**DIRECTIONS FOR THIS TASK**
Filter the entries for lines with the word "Jalan".

**DATA RECORDS**

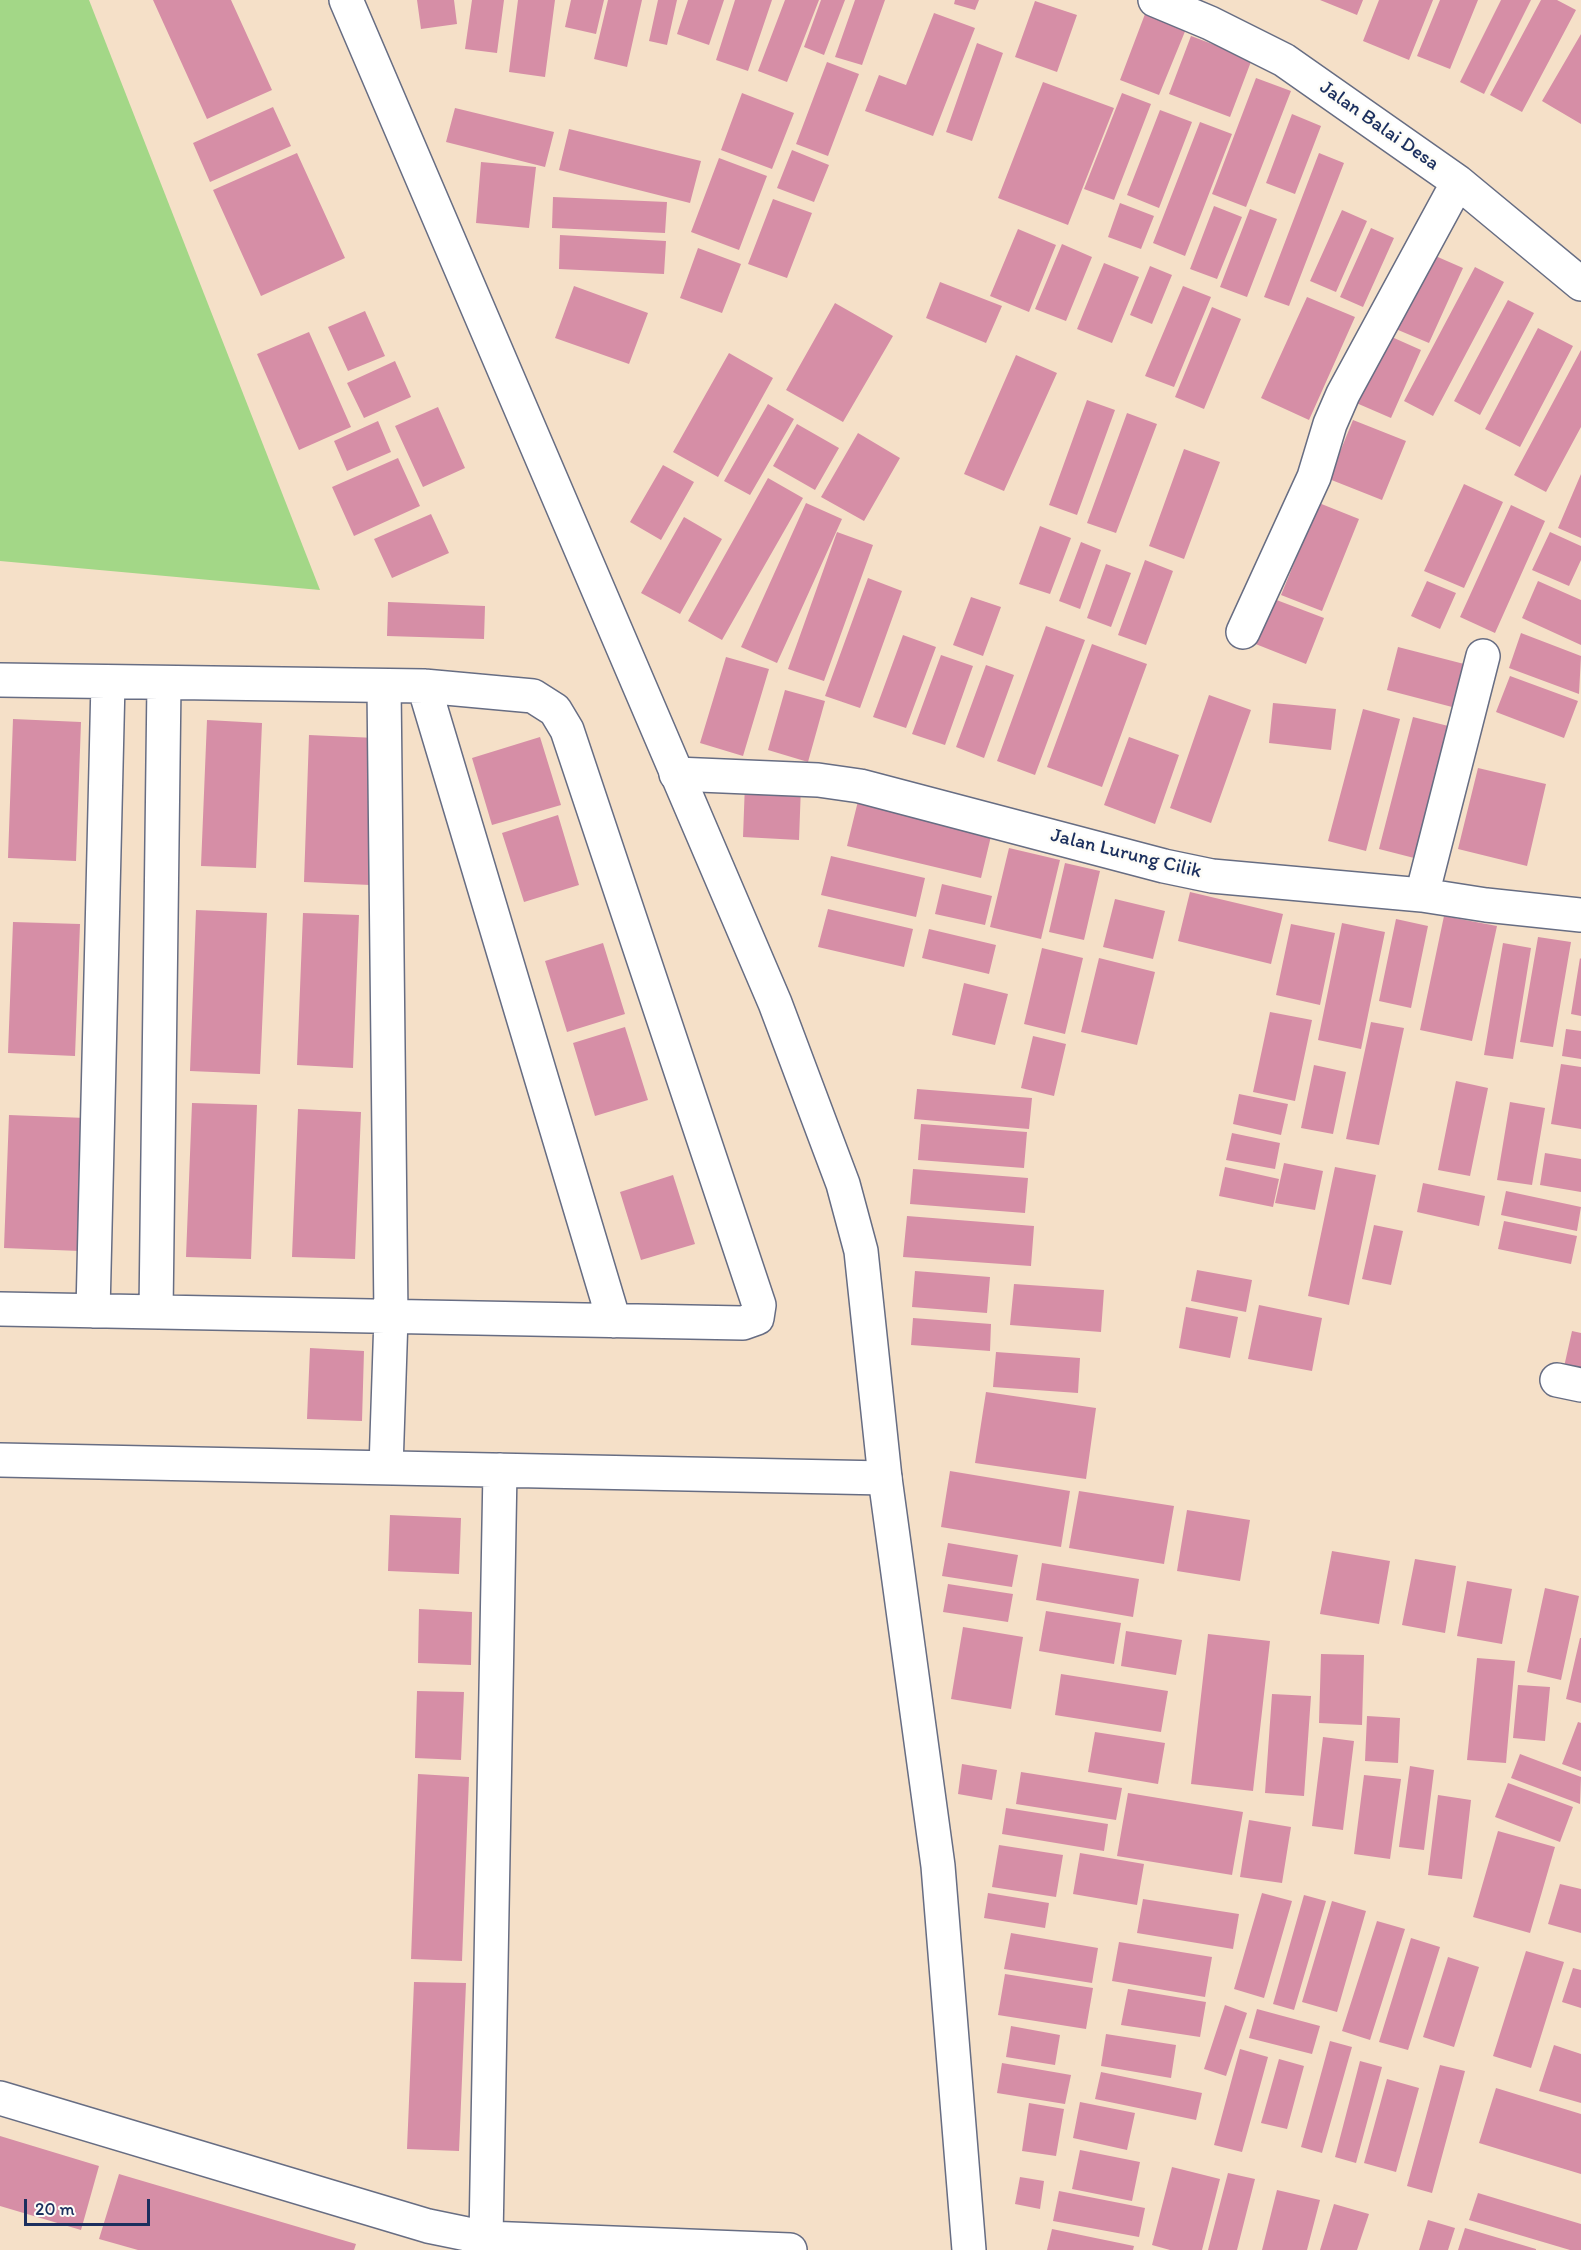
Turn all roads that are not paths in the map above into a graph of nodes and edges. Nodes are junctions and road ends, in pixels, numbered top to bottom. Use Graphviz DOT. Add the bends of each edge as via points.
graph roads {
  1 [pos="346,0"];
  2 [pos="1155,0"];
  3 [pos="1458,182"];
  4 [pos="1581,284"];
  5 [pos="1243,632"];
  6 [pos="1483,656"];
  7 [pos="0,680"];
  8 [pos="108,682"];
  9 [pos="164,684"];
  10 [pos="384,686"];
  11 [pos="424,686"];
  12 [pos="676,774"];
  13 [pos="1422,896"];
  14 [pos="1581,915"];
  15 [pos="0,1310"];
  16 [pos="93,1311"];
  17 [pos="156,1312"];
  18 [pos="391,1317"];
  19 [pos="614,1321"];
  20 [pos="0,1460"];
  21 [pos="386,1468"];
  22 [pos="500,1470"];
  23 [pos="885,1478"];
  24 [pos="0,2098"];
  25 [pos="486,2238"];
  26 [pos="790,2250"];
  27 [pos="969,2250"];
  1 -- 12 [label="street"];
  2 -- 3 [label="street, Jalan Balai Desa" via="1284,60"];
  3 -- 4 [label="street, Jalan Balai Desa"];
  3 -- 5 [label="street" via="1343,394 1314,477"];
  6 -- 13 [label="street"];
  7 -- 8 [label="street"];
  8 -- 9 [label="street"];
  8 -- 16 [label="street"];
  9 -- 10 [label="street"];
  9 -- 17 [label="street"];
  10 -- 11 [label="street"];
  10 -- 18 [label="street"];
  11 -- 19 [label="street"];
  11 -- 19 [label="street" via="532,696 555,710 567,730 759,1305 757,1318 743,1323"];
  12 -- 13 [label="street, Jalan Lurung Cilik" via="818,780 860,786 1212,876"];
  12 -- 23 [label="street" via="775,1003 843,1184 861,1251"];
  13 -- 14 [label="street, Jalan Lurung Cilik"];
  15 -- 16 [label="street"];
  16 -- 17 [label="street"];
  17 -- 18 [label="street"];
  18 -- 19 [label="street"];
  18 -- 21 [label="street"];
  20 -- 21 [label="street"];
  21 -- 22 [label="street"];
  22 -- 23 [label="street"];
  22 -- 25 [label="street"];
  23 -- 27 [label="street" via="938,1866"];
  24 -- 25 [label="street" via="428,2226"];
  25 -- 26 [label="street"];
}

**EXERCISE RESULT**
  2 -- 3 [label="street, Jalan Balai Desa" via="1284,60"];
  3 -- 4 [label="street, Jalan Balai Desa"];
  12 -- 13 [label="street, Jalan Lurung Cilik" via="818,780 860,786 1212,876"];
  13 -- 14 [label="street, Jalan Lurung Cilik"];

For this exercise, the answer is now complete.